L’église Saint-Martin-du-Pinet, dédiée aussi à Sainte-Barbe, se situe en amont du village de la Cresse. Faisant face au château de Peyrelade, elle a été construite à quelques dizaines de mètres du lit majeur du Tarn.
Elle tire son nom du hameau voisin, dont l’origine latine « Pinetum » (bois de pins) a été donnée par allusion à la forêt qui domine.
Autrefois la terre de Pinet comprenait un château appartenant aux comtes de Creissels puis à la famille d’Armagnac (jusqu’en 1335) qui passa à la Maison de Mostuéjouls jusqu’au XVIe siècle, mais comme le rappelait Argeliez : « Il ne reste aucune trace du château des anciens seigneurs de Pinet ; mais on voit encore les ruines de son presbytère, ainsi que sa vieille église… » (L’Echo de la Dourbie, 3 décembre 1843).
Vieille, l’église l’est en effet, on prétend qu’elle était déjà debout en 1281, une partie de l’édifice semble même remonter à la fin du XIe siècle. Un acte de cette époque stipule qu’il passa en l’an 1082 sous la dépendance de l’abbaye de Saint Victor de Marseille.
Eglise paroissiale dès l’époque romane, elle aura pour succursale les églises Saint-Jacques de Caylus et St Beaudile de la Cresse.
A l’époque romane, il était courant que les édifices religieux se retrouvent isolés à la confluence de plusieurs terroirs dans les fonds de vallée. C’est le cas de Saint-Baudile de la Cresse, Saint-Jacques de Caylus, Saint-Amans de Bouffiac (dans la vallée de la Dourbie) ou encore Notre-Dame-des-Champs sur la route des gorges du Tarn.

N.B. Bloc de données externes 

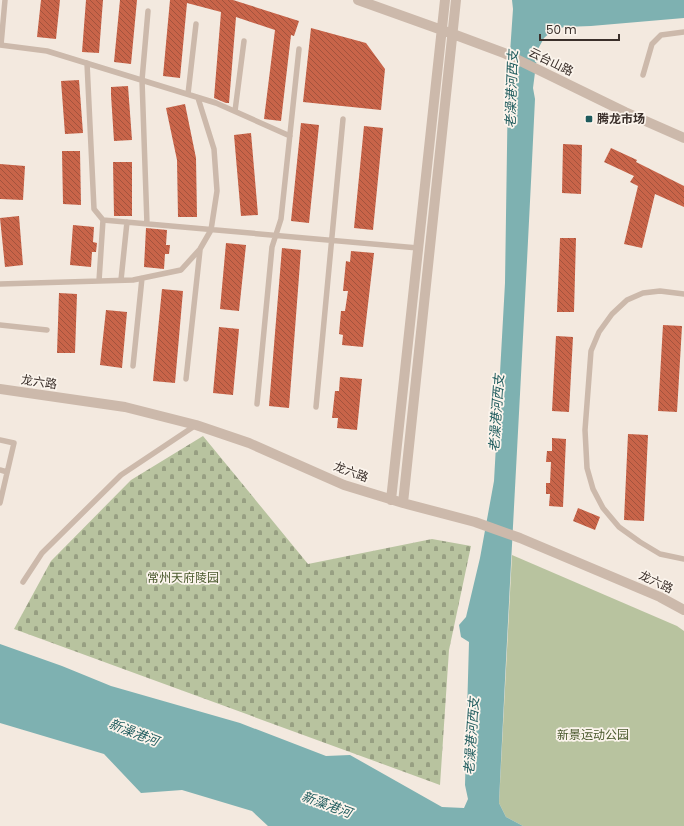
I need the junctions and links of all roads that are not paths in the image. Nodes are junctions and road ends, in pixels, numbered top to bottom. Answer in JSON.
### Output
{"nodes":[{"id":1,"x":5,"y":0,"type":"edge"},
{"id":2,"x":358,"y":0,"type":"edge"},
{"id":3,"x":446,"y":0,"type":"edge"},
{"id":4,"x":456,"y":0,"type":"edge"},
{"id":5,"x":148,"y":11,"type":"dead end"},
{"id":6,"x":196,"y":24,"type":"dead end"},
{"id":7,"x":442,"y":30,"type":"junction"},
{"id":8,"x":684,"y":32,"type":"edge"},
{"id":9,"x":453,"y":34,"type":"junction"},
{"id":10,"x":244,"y":41,"type":"dead end"},
{"id":11,"x":1,"y":45,"type":"edge"},
{"id":12,"x":299,"y":49,"type":"dead end"},
{"id":13,"x":87,"y":63,"type":"junction"},
{"id":14,"x":642,"y":75,"type":"dead end"},
{"id":15,"x":142,"y":80,"type":"junction"},
{"id":16,"x":188,"y":94,"type":"junction"},
{"id":17,"x":198,"y":98,"type":"junction"},
{"id":18,"x":235,"y":111,"type":"junction"},
{"id":19,"x":343,"y":119,"type":"dead end"},
{"id":20,"x":290,"y":136,"type":"junction"},
{"id":21,"x":684,"y":138,"type":"edge"},
{"id":22,"x":103,"y":220,"type":"junction"},
{"id":23,"x":127,"y":222,"type":"junction"},
{"id":24,"x":147,"y":224,"type":"junction"},
{"id":25,"x":211,"y":230,"type":"junction"},
{"id":26,"x":276,"y":235,"type":"junction"},
{"id":27,"x":332,"y":240,"type":"junction"},
{"id":28,"x":418,"y":248,"type":"junction"},
{"id":29,"x":200,"y":249,"type":"junction"},
{"id":30,"x":142,"y":278,"type":"junction"},
{"id":31,"x":121,"y":280,"type":"junction"},
{"id":32,"x":99,"y":281,"type":"junction"},
{"id":33,"x":0,"y":284,"type":"edge"},
{"id":34,"x":684,"y":294,"type":"edge"},
{"id":35,"x":0,"y":325,"type":"edge"},
{"id":36,"x":47,"y":330,"type":"dead end"},
{"id":37,"x":132,"y":366,"type":"dead end"},
{"id":38,"x":186,"y":379,"type":"dead end"},
{"id":39,"x":0,"y":389,"type":"edge"},
{"id":40,"x":257,"y":404,"type":"dead end"},
{"id":41,"x":316,"y":407,"type":"dead end"},
{"id":42,"x":196,"y":425,"type":"junction"},
{"id":43,"x":0,"y":440,"type":"edge"},
{"id":44,"x":0,"y":470,"type":"edge"},
{"id":45,"x":8,"y":472,"type":"junction"},
{"id":46,"x":391,"y":500,"type":"junction"},
{"id":47,"x":0,"y":501,"type":"edge"},
{"id":48,"x":403,"y":503,"type":"junction"},
{"id":49,"x":684,"y":560,"type":"edge"},
{"id":50,"x":23,"y":582,"type":"dead end"},
{"id":51,"x":684,"y":610,"type":"edge"}],
"edges":[{"from":1,"to":11,"type":"lane"},
{"from":2,"to":7,"type":"street","name":"云台山路"},
{"from":3,"to":7,"type":"street"},
{"from":4,"to":9,"type":"street"},
{"from":5,"to":15,"type":"lane"},
{"from":6,"to":16,"type":"lane"},
{"from":7,"to":9,"type":"street","name":"云台山路"},
{"from":7,"to":28,"type":"street"},
{"from":8,"to":14,"type":"lane"},
{"from":9,"to":21,"type":"street","name":"云台山路"},
{"from":9,"to":48,"type":"street"},
{"from":10,"to":18,"type":"lane"},
{"from":11,"to":13,"type":"lane"},
{"from":12,"to":20,"type":"lane"},
{"from":13,"to":15,"type":"lane"},
{"from":13,"to":22,"type":"lane"},
{"from":15,"to":16,"type":"lane"},
{"from":15,"to":24,"type":"lane"},
{"from":16,"to":17,"type":"lane"},
{"from":17,"to":18,"type":"lane"},
{"from":17,"to":25,"type":"lane"},
{"from":18,"to":20,"type":"lane"},
{"from":19,"to":27,"type":"lane"},
{"from":20,"to":26,"type":"lane"},
{"from":22,"to":23,"type":"lane"},
{"from":22,"to":32,"type":"lane"},
{"from":23,"to":24,"type":"lane"},
{"from":23,"to":31,"type":"lane"},
{"from":24,"to":25,"type":"lane"},
{"from":25,"to":26,"type":"lane"},
{"from":25,"to":29,"type":"lane"},
{"from":26,"to":27,"type":"lane"},
{"from":26,"to":40,"type":"lane"},
{"from":27,"to":28,"type":"lane"},
{"from":27,"to":41,"type":"lane"},
{"from":28,"to":46,"type":"street"},
{"from":29,"to":30,"type":"lane"},
{"from":29,"to":38,"type":"lane"},
{"from":30,"to":31,"type":"lane"},
{"from":30,"to":37,"type":"lane"},
{"from":31,"to":32,"type":"lane"},
{"from":32,"to":33,"type":"lane"},
{"from":34,"to":49,"type":"lane"},
{"from":35,"to":36,"type":"lane"},
{"from":39,"to":42,"type":"street","name":"龙六路"},
{"from":42,"to":46,"type":"street","name":"龙六路"},
{"from":42,"to":50,"type":"lane"},
{"from":43,"to":45,"type":"lane"},
{"from":44,"to":45,"type":"lane"},
{"from":45,"to":47,"type":"lane"},
{"from":46,"to":48,"type":"street","name":"龙六路"},
{"from":48,"to":51,"type":"street","name":"龙六路"}]}
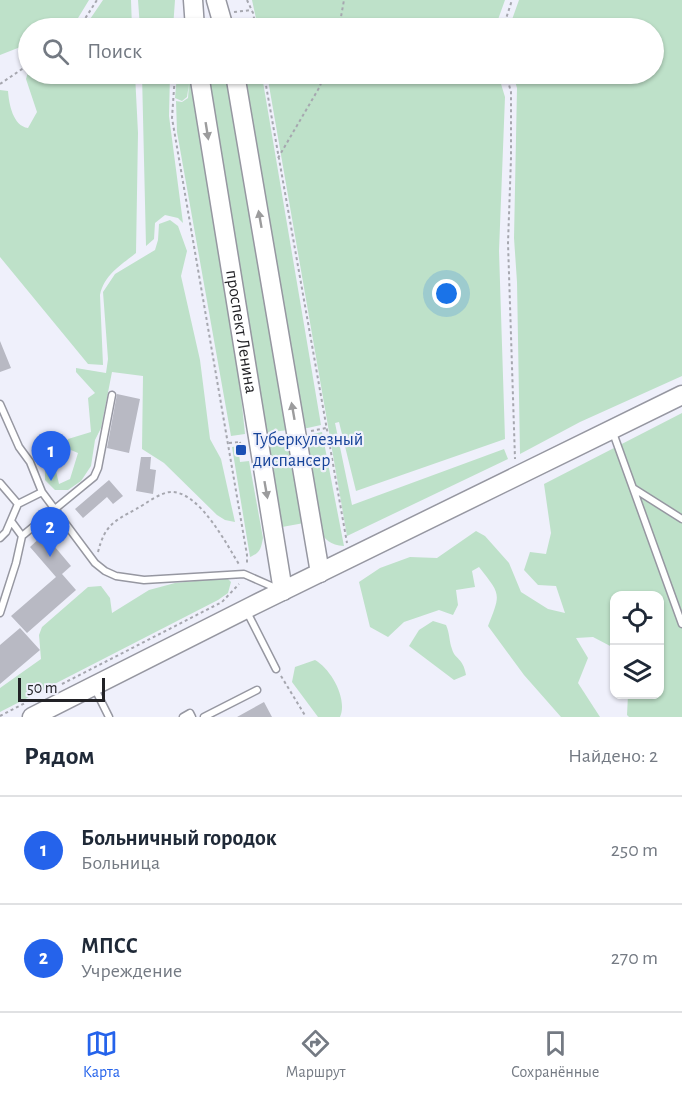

Saint-Martin-du-Pinet est l’une des plus anciennes églises entièrement voûtées (voûte lisse) du Rouergue Méridional. Elle possédait jusqu’en 1952 un cippe de toute beauté gallo-romain christianisé, colonne tronquée, sans chapiteau, que les anciens élevaient sur les tombeaux, transformé en bénitier. Une photo prise par Louis Balsan illustre le livre de Jules Artières : « Millau à travers les siècles ». Cet autel païen anépigraphe (haut. : 1,03 m, larg. : 0,54 m) a sa base et couronnement portant sur sa face antérieure un chrisme entre (IHS) ,la christianisation du monument pourrait selon M.Espérandieu, remonter au Ve siècle. Il est aujourd’hui en dépôt au musée Fenaille de Rodez.
On y trouvait également une table d’autel romane, en marbre blanc, datant du XIe siècle, moulurée et portée par cinq colonnettes. Elle a depuis a été classée parmi les monuments historiques par décision du ministère de l’Education nationale le 18 mars 1938 et transférée en la Cathédrale de Rodez. Un autel identique a été trouvé à Ispagnac (Lozère).
L’église Saint-Martin-du-Pinet a été unie très tôt au chapitre cathédral de Rodez, elle restera affectée au chanoine théologal de Rodez après la création du Diocèse de Vabres en 1317. Simplement, à compter de cette date, le chapitre de Rodez présentera le curé desservant à l’investiture de l’Evêque de Vabres.
Un panneau explicatif apposé dans l’église nous donne des renseignements sur son architecture :
Le chevet de l’église Saint-Martin, soigneusement maçonné en pierre de tuf, provenant des coteaux de Caylus, est constitué d’un chœur roman pentagonal à faces irrégulières précédé d’un avant-chœur. A l’intérieur, le parement est rythmé d’une série de 7 arcatures portées par des colonnettes à chapiteaux simplement épannelés. Une corniche en tuf marque le départ de voûte en cul de four. L’ensemble ce ces parements intérieurs est orné d’un décor floral avec de faux marbres naïfs.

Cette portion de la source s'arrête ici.